**Your goal**
Throughout the listing below, show every line in which "leaves" occurs.

**Data to examine**
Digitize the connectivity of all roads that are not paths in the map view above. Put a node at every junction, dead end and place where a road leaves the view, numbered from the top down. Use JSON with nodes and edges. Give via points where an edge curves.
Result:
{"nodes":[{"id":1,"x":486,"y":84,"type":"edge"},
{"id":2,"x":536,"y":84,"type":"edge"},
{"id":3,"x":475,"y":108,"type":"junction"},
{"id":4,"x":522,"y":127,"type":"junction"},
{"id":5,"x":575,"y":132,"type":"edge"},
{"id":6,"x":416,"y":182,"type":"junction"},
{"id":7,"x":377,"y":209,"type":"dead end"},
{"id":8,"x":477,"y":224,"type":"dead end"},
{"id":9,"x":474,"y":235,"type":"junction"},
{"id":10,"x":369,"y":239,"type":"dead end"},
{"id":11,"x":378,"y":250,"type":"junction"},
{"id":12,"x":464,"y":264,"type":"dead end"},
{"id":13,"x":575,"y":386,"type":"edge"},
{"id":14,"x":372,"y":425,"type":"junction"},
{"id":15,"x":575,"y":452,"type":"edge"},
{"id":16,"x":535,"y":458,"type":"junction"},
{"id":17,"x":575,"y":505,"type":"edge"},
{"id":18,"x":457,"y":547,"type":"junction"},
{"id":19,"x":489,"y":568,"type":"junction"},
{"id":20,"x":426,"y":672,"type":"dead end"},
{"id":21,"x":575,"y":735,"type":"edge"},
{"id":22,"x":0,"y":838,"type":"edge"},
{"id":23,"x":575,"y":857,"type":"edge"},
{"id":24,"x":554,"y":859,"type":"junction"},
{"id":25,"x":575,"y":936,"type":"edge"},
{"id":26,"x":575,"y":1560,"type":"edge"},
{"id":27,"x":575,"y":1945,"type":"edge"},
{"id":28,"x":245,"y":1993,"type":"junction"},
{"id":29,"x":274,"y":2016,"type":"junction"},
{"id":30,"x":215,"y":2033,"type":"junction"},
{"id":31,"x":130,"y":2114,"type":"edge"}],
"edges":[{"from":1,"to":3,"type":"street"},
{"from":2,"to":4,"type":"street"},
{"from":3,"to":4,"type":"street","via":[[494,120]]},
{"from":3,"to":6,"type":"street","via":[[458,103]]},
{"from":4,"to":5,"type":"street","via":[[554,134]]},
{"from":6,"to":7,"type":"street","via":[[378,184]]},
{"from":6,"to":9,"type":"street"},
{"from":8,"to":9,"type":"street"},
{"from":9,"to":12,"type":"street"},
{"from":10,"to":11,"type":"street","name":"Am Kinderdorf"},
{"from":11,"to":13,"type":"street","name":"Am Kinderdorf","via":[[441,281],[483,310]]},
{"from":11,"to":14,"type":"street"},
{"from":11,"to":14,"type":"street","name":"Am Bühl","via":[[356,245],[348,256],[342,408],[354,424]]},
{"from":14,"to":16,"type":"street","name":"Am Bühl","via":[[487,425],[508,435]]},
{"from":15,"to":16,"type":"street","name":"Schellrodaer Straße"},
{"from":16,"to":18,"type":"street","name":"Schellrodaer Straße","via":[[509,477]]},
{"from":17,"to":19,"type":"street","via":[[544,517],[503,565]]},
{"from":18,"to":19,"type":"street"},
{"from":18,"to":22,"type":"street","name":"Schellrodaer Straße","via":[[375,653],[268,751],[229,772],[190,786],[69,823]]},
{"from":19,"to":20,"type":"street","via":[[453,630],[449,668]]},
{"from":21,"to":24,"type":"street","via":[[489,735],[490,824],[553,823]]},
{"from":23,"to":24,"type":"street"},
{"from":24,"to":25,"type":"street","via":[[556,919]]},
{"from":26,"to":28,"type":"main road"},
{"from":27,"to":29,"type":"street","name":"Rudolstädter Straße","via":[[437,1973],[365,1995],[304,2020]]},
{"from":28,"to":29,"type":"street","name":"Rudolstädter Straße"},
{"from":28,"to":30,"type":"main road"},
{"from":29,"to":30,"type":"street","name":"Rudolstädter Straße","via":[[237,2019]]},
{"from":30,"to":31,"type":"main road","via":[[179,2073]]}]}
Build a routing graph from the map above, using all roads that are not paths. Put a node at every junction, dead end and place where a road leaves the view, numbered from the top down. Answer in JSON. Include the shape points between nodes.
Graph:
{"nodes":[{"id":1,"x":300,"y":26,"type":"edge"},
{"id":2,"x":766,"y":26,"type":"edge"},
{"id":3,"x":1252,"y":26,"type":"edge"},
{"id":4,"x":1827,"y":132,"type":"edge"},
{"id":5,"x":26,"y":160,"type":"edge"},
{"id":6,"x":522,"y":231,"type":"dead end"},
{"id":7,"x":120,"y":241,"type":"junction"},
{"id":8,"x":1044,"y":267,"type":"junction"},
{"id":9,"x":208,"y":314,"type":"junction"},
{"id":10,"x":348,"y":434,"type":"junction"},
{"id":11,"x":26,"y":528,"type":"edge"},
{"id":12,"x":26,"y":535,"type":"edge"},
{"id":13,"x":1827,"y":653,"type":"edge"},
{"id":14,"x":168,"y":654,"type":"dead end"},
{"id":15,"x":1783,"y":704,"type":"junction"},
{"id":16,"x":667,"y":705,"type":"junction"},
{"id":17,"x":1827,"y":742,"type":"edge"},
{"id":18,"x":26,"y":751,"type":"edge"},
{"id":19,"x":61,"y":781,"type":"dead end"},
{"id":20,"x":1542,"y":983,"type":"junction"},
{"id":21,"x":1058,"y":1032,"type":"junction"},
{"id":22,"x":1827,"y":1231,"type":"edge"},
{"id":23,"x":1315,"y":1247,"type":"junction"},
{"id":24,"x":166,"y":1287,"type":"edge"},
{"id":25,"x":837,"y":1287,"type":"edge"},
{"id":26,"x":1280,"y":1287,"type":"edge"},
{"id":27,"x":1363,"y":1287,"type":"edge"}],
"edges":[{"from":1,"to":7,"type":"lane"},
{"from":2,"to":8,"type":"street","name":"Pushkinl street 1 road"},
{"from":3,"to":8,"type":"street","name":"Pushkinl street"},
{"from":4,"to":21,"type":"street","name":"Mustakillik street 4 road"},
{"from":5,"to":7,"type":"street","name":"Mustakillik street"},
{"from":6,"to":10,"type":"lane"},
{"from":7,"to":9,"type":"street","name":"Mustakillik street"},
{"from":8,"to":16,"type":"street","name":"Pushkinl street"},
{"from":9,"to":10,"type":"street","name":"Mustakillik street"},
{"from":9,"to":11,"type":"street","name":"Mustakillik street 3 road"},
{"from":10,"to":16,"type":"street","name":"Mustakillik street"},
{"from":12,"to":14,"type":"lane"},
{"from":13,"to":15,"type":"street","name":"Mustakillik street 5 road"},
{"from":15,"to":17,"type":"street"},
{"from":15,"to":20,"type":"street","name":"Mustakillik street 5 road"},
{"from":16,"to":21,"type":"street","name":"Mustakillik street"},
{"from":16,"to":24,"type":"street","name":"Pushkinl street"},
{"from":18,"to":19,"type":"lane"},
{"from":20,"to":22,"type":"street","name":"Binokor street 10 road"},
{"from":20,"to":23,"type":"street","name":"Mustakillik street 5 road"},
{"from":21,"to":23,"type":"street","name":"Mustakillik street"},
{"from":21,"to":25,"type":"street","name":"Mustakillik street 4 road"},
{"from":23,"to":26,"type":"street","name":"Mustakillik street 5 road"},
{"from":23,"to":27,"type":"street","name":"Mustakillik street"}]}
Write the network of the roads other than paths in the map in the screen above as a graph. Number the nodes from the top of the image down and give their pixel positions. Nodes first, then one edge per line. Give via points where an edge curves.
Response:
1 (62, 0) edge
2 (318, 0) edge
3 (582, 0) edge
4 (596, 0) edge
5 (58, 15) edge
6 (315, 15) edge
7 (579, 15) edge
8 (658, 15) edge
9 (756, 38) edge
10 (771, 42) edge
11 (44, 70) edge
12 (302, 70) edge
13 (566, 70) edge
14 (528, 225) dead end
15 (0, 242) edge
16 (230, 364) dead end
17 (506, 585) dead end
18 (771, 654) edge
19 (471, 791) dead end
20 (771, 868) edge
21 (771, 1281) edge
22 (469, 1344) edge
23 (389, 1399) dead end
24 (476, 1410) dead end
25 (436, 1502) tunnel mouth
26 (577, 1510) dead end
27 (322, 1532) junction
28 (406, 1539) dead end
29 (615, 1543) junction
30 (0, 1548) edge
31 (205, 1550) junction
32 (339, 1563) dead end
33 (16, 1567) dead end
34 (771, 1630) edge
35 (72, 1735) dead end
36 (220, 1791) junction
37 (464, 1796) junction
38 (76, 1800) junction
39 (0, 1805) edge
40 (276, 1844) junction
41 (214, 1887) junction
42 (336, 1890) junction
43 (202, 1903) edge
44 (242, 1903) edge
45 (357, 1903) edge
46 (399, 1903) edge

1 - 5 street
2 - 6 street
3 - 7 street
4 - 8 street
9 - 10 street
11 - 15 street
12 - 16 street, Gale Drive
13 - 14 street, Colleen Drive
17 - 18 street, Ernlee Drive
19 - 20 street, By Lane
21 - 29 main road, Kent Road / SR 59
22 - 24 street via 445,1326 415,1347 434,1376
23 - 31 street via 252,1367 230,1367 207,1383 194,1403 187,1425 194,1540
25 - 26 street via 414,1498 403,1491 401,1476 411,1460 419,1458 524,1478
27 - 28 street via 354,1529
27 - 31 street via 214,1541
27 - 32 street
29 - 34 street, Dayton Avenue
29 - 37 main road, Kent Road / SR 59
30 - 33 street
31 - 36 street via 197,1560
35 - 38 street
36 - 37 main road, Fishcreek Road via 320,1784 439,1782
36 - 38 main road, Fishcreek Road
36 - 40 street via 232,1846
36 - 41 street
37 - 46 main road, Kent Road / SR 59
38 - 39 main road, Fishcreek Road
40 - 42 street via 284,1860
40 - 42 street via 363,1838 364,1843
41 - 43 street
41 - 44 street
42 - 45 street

**Solution to this exercise**
Digitize the connectivity of all roads that are not paths in the map view above. Put a node at every junction, dead end and place where a road leaves the view, numbered from the top down. Use JSON with nodes and edges. Give via points where an edge curves.
Build a routing graph from the map above, using all roads that are not paths. Put a node at every junction, dead end and place where a road leaves the view, numbered from the top down. Answer in JSON. Include the shape points between nodes.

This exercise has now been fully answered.